Brazil’s Ministry of National Integration reports that its regional river basin development corporation (Companhia de Desenvolvimento dos Vales do São Francisco e Parnaíba) (Codevasf), will be investing a total of US$ 29.9 million this year in São Francisco River revitalization projects.
According to Pedro Brito, the coordinator of the project, most of the money is earmarked for environmental sanitation. There will be also be cistern construction, which will be part of a program conducted by the Ministry of Social Development, and recovery of riverside erosion sites, which will include the use of seedlings produced in partnership with the Landless Rural Workers Movement (MST).
The amount of fresh water available on an annual per capita basis to residents in the northern part of the Northeast region – the area that will be served by the São Francisco River integration project – is 450 cubic meters. This is less than a third of what the United Nations defines as the minimum amount to provide for human needs, 1.5 thousand cubic meters.
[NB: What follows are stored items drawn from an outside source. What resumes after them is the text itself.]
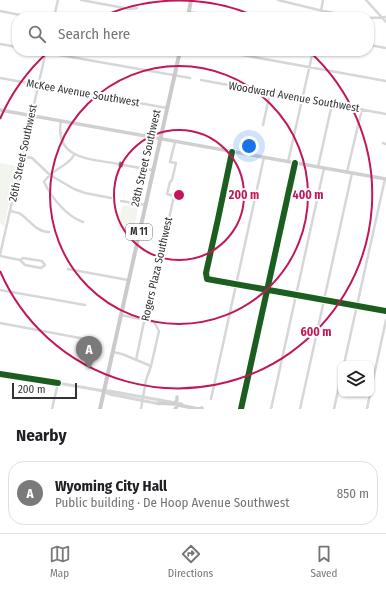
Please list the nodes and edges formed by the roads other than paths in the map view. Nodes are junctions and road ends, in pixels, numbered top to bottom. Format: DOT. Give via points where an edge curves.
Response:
graph roads {
  1 [pos="58,0"];
  2 [pos="81,0"];
  3 [pos="192,0"];
  4 [pos="278,0"];
  5 [pos="323,0"];
  6 [pos="366,0"];
  7 [pos="137,8"];
  8 [pos="0,11"];
  9 [pos="322,11"];
  10 [pos="55,12"];
  11 [pos="189,12"];
  12 [pos="328,12"];
  13 [pos="12,13"];
  14 [pos="384,17"];
  15 [pos="374,18"];
  16 [pos="386,22"];
  17 [pos="0,44"];
  18 [pos="12,46"];
  19 [pos="374,46"];
  20 [pos="386,48"];
  21 [pos="45,56"];
  22 [pos="67,56"];
  23 [pos="179,56"];
  24 [pos="248,56"];
  25 [pos="312,56"];
  26 [pos="309,67"];
  27 [pos="174,76"];
  28 [pos="0,78"];
  29 [pos="190,78"];
  30 [pos="201,80"];
  31 [pos="386,81"];
  32 [pos="38,85"];
  33 [pos="270,93"];
  34 [pos="302,98"];
  35 [pos="332,104"];
  36 [pos="167,108"];
  37 [pos="362,109"];
  38 [pos="0,110"];
  39 [pos="386,114"];
  40 [pos="30,116"];
  41 [pos="61,121"];
  42 [pos="263,125"];
  43 [pos="159,139"];
  44 [pos="175,142"];
  45 [pos="232,152"];
  46 [pos="74,155"];
  47 [pos="22,156"];
  48 [pos="264,157"];
  49 [pos="288,162"];
  50 [pos="295,163"];
  51 [pos="318,167"];
  52 [pos="324,168"];
  53 [pos="152,170"];
  54 [pos="350,173"];
  55 [pos="50,175"];
  56 [pos="385,179"];
  57 [pos="111,198"];
  58 [pos="121,201"];
  59 [pos="145,205"];
  60 [pos="10,211"];
  61 [pos="83,222"];
  62 [pos="49,232"];
  63 [pos="1,241"];
  64 [pos="0,256"];
  65 [pos="20,260"];
  66 [pos="68,269"];
  67 [pos="128,280"];
  68 [pos="236,284"];
  69 [pos="0,290"];
  70 [pos="268,290"];
  71 [pos="296,295"];
  72 [pos="324,300"];
  73 [pos="85,305"];
  74 [pos="357,306"];
  75 [pos="386,311"];
  76 [pos="121,315"];
  77 [pos="146,320"];
  78 [pos="386,320"];
  79 [pos="0,323"];
  80 [pos="85,339"];
  81 [pos="112,352"];
  82 [pos="136,360"];
  83 [pos="345,361"];
  84 [pos="151,366"];
  85 [pos="0,374"];
  86 [pos="374,375"];
  87 [pos="58,382"];
  88 [pos="104,391"];
  89 [pos="338,391"];
  90 [pos="369,397"];
  91 [pos="143,399"];
  92 [pos="211,399"];
  93 [pos="158,403"];
  94 [pos="176,405"];
  95 [pos="204,408"];
  96 [pos="52,409"];
  97 [pos="100,409"];
  98 [pos="141,409"];
  99 [pos="190,409"];
  100 [pos="241,409"];
  101 [pos="271,409"];
  102 [pos="300,409"];
  103 [pos="334,409"];
  104 [pos="366,409"];
  1 -- 10 [label="street"];
  2 -- 7 [label="street"];
  3 -- 11 [label="main road"];
  4 -- 9 [label="street"];
  5 -- 9 [label="street"];
  6 -- 14 [label="street"];
  8 -- 13 [label="street"];
  9 -- 12 [label="street"];
  14 -- 15 [label="street"];
  14 -- 16 [label="street"];
  17 -- 18 [label="street"];
  19 -- 20 [label="street"];
  21 -- 32 [label="street, 26th Street Southwest"];
  22 -- 27 [label="street"];
  23 -- 27 [label="main road, 28th Street Southwest / M 11"];
  24 -- 26 [label="street"];
  25 -- 26 [label="street"];
  26 -- 31 [label="street"];
  26 -- 34 [label="street"];
  27 -- 29 [label="street"];
  27 -- 36 [label="main road, 28th Street Southwest / M 11"];
  28 -- 32 [label="street, McKee Avenue Southwest"];
  30 -- 33 [label="street, Woodward Avenue Southwest"];
  32 -- 36 [label="street, McKee Avenue Southwest"];
  32 -- 40 [label="street, 26th Street Southwest"];
  33 -- 34 [label="street, Woodward Avenue Southwest"];
  33 -- 42 [label="street"];
  34 -- 35 [label="street, Woodward Avenue Southwest"];
  34 -- 49 [label="street"];
  35 -- 37 [label="street, Woodward Avenue Southwest"];
  35 -- 51 [label="street"];
  36 -- 43 [label="main road, 28th Street Southwest / M 11"];
  37 -- 39 [label="street, Woodward Avenue Southwest"];
  37 -- 54 [label="street"];
  38 -- 40 [label="main road"];
  40 -- 41 [label="main road"];
  40 -- 47 [label="street, 26th Street Southwest"];
  41 -- 43 [label="main road"];
  41 -- 46 [label="street" via="61,140"];
  43 -- 44 [label="main road"];
  43 -- 53 [label="main road, 28th Street Southwest / M 11"];
  44 -- 45 [label="main road"];
  44 -- 77 [label="street, Rogers Plaza Southwest" via="170,162 176,163 167,194 174,196"];
  45 -- 48 [label="main road"];
  45 -- 68 [label="street" via="206,273 207,279"];
  46 -- 53 [label="street"];
  46 -- 55 [label="street" via="68,163"];
  47 -- 55 [label="street" via="32,158"];
  47 -- 60 [label="street, 26th Street Southwest"];
  48 -- 49 [label="main road"];
  48 -- 68 [label="street"];
  49 -- 50 [label="main road"];
  50 -- 51 [label="main road"];
  50 -- 70 [label="street"];
  51 -- 52 [label="main road"];
  52 -- 54 [label="main road"];
  52 -- 71 [label="street"];
  53 -- 59 [label="main road, 28th Street Southwest / M 11"];
  54 -- 56 [label="main road"];
  54 -- 72 [label="street"];
  55 -- 57 [label="street" via="74,189"];
  55 -- 61 [label="street" via="44,182 52,195 65,210"];
  56 -- 74 [label="street"];
  58 -- 59 [label="street"];
  59 -- 67 [label="main road, 28th Street Southwest / M 11"];
  60 -- 62 [label="street" via="22,215 40,230"];
  60 -- 63 [label="street, 26th Street Southwest"];
  63 -- 64 [label="street, 26th Street Southwest"];
  64 -- 65 [label="street"];
  65 -- 65 [label="street" via="25,265 41,268 45,265 42,261 23,258"];
  66 -- 67 [label="street"];
  67 -- 76 [label="main road, 28th Street Southwest / M 11"];
  68 -- 70 [label="street"];
  68 -- 92 [label="street"];
  69 -- 73 [label="street"];
  70 -- 71 [label="street"];
  70 -- 100 [label="street"];
  71 -- 72 [label="street"];
  71 -- 101 [label="street"];
  72 -- 74 [label="street"];
  72 -- 102 [label="street"];
  74 -- 75 [label="street"];
  74 -- 83 [label="street"];
  76 -- 77 [label="street"];
  76 -- 81 [label="main road, 28th Street Southwest / M 11"];
  77 -- 82 [label="street, Rogers Plaza Southwest"];
  77 -- 84 [label="street" via="154,322 159,331"];
  78 -- 86 [label="street"];
  79 -- 80 [label="street"];
  81 -- 82 [label="street"];
  81 -- 88 [label="main road, 28th Street Southwest / M 11"];
  82 -- 84 [label="street"];
  84 -- 91 [label="street"];
  85 -- 87 [label="street"];
  87 -- 88 [label="street"];
  87 -- 96 [label="street"];
  88 -- 91 [label="street"];
  88 -- 97 [label="main road, 28th Street Southwest / M 11"];
  89 -- 103 [label="street"];
  90 -- 104 [label="street"];
  91 -- 93 [label="street"];
  91 -- 94 [label="street"];
  91 -- 98 [label="street"];
  93 -- 94 [label="main road"];
  94 -- 95 [label="main road"];
  94 -- 99 [label="street"];
}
These figures were presented recently by the minister of National Integration, Ciro Gomes, at the 15th Planalto Forum, an event sponsored by the Presidential Advisory Staff for civil servants who work in the Presidency.
"The beneficiaries of the project live under more adverse conditions than Brazilians in other parts of the Northeast," the Minister observed.
Gomes said that the São Francisco River integration project is the surest of all such experiences heretofore tested in the world. The federal government expects the project to benefit around 12 million people who are affected by drought in the semi-arid part of the Northeast.